Work request
Would you write out all of the entries below, exactly as they stand?

(Stored data)

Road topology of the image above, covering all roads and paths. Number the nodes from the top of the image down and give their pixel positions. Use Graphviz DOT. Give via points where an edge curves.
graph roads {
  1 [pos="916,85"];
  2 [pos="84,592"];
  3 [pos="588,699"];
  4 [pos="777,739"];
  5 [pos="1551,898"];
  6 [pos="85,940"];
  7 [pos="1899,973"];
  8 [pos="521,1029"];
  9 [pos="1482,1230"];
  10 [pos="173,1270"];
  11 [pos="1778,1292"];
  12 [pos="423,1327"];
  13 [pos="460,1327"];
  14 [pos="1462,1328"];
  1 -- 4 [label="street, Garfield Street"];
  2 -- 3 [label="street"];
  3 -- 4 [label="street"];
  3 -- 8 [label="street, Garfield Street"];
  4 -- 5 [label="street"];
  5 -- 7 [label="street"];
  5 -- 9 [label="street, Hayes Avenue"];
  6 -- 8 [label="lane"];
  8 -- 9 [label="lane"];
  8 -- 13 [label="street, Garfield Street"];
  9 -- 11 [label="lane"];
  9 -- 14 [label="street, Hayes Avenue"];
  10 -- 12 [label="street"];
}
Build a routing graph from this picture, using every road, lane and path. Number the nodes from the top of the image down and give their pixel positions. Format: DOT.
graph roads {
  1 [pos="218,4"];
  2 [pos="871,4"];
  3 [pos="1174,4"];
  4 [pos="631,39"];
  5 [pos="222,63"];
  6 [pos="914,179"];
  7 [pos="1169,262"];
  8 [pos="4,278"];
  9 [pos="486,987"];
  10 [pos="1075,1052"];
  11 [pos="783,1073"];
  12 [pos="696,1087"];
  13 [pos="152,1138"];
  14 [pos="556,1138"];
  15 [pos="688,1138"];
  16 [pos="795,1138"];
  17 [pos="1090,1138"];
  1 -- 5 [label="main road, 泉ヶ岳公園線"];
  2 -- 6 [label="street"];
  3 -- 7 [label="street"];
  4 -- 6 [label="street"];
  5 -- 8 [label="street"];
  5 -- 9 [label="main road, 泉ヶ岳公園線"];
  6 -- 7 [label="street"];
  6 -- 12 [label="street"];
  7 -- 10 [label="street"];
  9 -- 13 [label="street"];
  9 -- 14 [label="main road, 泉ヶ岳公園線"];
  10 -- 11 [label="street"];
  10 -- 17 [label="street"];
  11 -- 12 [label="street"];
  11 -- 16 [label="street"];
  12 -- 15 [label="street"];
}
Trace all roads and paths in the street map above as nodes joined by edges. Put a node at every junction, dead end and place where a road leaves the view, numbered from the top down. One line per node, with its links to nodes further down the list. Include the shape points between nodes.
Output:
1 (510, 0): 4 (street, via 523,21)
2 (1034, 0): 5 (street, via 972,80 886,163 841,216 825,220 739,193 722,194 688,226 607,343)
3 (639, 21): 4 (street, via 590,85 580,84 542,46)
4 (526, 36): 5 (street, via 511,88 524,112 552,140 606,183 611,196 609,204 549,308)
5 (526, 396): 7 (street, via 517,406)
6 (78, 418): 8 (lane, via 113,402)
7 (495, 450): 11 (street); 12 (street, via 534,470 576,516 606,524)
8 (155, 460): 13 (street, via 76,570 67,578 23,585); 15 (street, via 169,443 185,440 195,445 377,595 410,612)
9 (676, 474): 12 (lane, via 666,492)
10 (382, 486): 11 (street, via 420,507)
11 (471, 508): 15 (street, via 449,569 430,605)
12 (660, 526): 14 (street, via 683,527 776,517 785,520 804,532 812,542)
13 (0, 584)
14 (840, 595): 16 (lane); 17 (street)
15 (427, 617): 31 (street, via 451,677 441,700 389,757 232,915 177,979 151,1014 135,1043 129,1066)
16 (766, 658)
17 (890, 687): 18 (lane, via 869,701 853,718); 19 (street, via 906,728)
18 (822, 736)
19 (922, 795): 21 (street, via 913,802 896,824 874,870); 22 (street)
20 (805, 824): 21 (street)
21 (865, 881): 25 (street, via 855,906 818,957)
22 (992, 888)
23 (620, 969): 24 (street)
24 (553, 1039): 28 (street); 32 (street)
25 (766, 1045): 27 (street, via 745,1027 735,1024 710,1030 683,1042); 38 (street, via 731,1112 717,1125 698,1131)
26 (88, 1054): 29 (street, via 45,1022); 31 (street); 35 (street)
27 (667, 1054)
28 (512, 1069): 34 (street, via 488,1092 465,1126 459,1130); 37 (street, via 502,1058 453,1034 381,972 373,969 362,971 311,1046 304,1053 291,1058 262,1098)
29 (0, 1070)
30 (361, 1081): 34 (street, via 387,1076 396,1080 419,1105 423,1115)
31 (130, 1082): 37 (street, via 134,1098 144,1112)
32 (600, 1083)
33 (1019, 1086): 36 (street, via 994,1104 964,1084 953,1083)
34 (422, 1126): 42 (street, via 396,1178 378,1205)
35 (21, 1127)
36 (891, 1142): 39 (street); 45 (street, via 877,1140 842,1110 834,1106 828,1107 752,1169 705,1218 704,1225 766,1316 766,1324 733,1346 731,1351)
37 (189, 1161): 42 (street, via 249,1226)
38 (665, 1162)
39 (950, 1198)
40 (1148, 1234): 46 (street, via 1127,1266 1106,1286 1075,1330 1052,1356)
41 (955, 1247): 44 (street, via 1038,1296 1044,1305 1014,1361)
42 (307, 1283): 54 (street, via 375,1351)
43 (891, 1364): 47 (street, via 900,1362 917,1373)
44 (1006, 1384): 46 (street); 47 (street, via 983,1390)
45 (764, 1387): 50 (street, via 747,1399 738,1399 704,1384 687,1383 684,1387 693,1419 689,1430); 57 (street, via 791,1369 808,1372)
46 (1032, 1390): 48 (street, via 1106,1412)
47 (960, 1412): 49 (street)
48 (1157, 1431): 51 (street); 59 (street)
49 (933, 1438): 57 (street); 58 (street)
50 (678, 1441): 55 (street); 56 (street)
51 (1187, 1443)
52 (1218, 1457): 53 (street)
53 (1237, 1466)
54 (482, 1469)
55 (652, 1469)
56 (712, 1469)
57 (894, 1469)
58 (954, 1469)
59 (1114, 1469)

Written solution
Road topology of the image above, covering all roads and paths. Number the nodes from the top of the image down and give their pixel positions. Use Graphviz DOT. Give via points where an edge curves.
graph roads {
  1 [pos="916,85"];
  2 [pos="84,592"];
  3 [pos="588,699"];
  4 [pos="777,739"];
  5 [pos="1551,898"];
  6 [pos="85,940"];
  7 [pos="1899,973"];
  8 [pos="521,1029"];
  9 [pos="1482,1230"];
  10 [pos="173,1270"];
  11 [pos="1778,1292"];
  12 [pos="423,1327"];
  13 [pos="460,1327"];
  14 [pos="1462,1328"];
  1 -- 4 [label="street, Garfield Street"];
  2 -- 3 [label="street"];
  3 -- 4 [label="street"];
  3 -- 8 [label="street, Garfield Street"];
  4 -- 5 [label="street"];
  5 -- 7 [label="street"];
  5 -- 9 [label="street, Hayes Avenue"];
  6 -- 8 [label="lane"];
  8 -- 9 [label="lane"];
  8 -- 13 [label="street, Garfield Street"];
  9 -- 11 [label="lane"];
  9 -- 14 [label="street, Hayes Avenue"];
  10 -- 12 [label="street"];
}
Build a routing graph from this picture, using every road, lane and path. Number the nodes from the top of the image down and give their pixel positions. Format: DOT.
graph roads {
  1 [pos="218,4"];
  2 [pos="871,4"];
  3 [pos="1174,4"];
  4 [pos="631,39"];
  5 [pos="222,63"];
  6 [pos="914,179"];
  7 [pos="1169,262"];
  8 [pos="4,278"];
  9 [pos="486,987"];
  10 [pos="1075,1052"];
  11 [pos="783,1073"];
  12 [pos="696,1087"];
  13 [pos="152,1138"];
  14 [pos="556,1138"];
  15 [pos="688,1138"];
  16 [pos="795,1138"];
  17 [pos="1090,1138"];
  1 -- 5 [label="main road, 泉ヶ岳公園線"];
  2 -- 6 [label="street"];
  3 -- 7 [label="street"];
  4 -- 6 [label="street"];
  5 -- 8 [label="street"];
  5 -- 9 [label="main road, 泉ヶ岳公園線"];
  6 -- 7 [label="street"];
  6 -- 12 [label="street"];
  7 -- 10 [label="street"];
  9 -- 13 [label="street"];
  9 -- 14 [label="main road, 泉ヶ岳公園線"];
  10 -- 11 [label="street"];
  10 -- 17 [label="street"];
  11 -- 12 [label="street"];
  11 -- 16 [label="street"];
  12 -- 15 [label="street"];
}
Trace all roads and paths in the street map above as nodes joined by edges. Put a node at every junction, dead end and place where a road leaves the view, numbered from the top down. One line per node, with its links to nodes further down the list. Include the shape points between nodes.
Output:
1 (510, 0): 4 (street, via 523,21)
2 (1034, 0): 5 (street, via 972,80 886,163 841,216 825,220 739,193 722,194 688,226 607,343)
3 (639, 21): 4 (street, via 590,85 580,84 542,46)
4 (526, 36): 5 (street, via 511,88 524,112 552,140 606,183 611,196 609,204 549,308)
5 (526, 396): 7 (street, via 517,406)
6 (78, 418): 8 (lane, via 113,402)
7 (495, 450): 11 (street); 12 (street, via 534,470 576,516 606,524)
8 (155, 460): 13 (street, via 76,570 67,578 23,585); 15 (street, via 169,443 185,440 195,445 377,595 410,612)
9 (676, 474): 12 (lane, via 666,492)
10 (382, 486): 11 (street, via 420,507)
11 (471, 508): 15 (street, via 449,569 430,605)
12 (660, 526): 14 (street, via 683,527 776,517 785,520 804,532 812,542)
13 (0, 584)
14 (840, 595): 16 (lane); 17 (street)
15 (427, 617): 31 (street, via 451,677 441,700 389,757 232,915 177,979 151,1014 135,1043 129,1066)
16 (766, 658)
17 (890, 687): 18 (lane, via 869,701 853,718); 19 (street, via 906,728)
18 (822, 736)
19 (922, 795): 21 (street, via 913,802 896,824 874,870); 22 (street)
20 (805, 824): 21 (street)
21 (865, 881): 25 (street, via 855,906 818,957)
22 (992, 888)
23 (620, 969): 24 (street)
24 (553, 1039): 28 (street); 32 (street)
25 (766, 1045): 27 (street, via 745,1027 735,1024 710,1030 683,1042); 38 (street, via 731,1112 717,1125 698,1131)
26 (88, 1054): 29 (street, via 45,1022); 31 (street); 35 (street)
27 (667, 1054)
28 (512, 1069): 34 (street, via 488,1092 465,1126 459,1130); 37 (street, via 502,1058 453,1034 381,972 373,969 362,971 311,1046 304,1053 291,1058 262,1098)
29 (0, 1070)
30 (361, 1081): 34 (street, via 387,1076 396,1080 419,1105 423,1115)
31 (130, 1082): 37 (street, via 134,1098 144,1112)
32 (600, 1083)
33 (1019, 1086): 36 (street, via 994,1104 964,1084 953,1083)
34 (422, 1126): 42 (street, via 396,1178 378,1205)
35 (21, 1127)
36 (891, 1142): 39 (street); 45 (street, via 877,1140 842,1110 834,1106 828,1107 752,1169 705,1218 704,1225 766,1316 766,1324 733,1346 731,1351)
37 (189, 1161): 42 (street, via 249,1226)
38 (665, 1162)
39 (950, 1198)
40 (1148, 1234): 46 (street, via 1127,1266 1106,1286 1075,1330 1052,1356)
41 (955, 1247): 44 (street, via 1038,1296 1044,1305 1014,1361)
42 (307, 1283): 54 (street, via 375,1351)
43 (891, 1364): 47 (street, via 900,1362 917,1373)
44 (1006, 1384): 46 (street); 47 (street, via 983,1390)
45 (764, 1387): 50 (street, via 747,1399 738,1399 704,1384 687,1383 684,1387 693,1419 689,1430); 57 (street, via 791,1369 808,1372)
46 (1032, 1390): 48 (street, via 1106,1412)
47 (960, 1412): 49 (street)
48 (1157, 1431): 51 (street); 59 (street)
49 (933, 1438): 57 (street); 58 (street)
50 (678, 1441): 55 (street); 56 (street)
51 (1187, 1443)
52 (1218, 1457): 53 (street)
53 (1237, 1466)
54 (482, 1469)
55 (652, 1469)
56 (712, 1469)
57 (894, 1469)
58 (954, 1469)
59 (1114, 1469)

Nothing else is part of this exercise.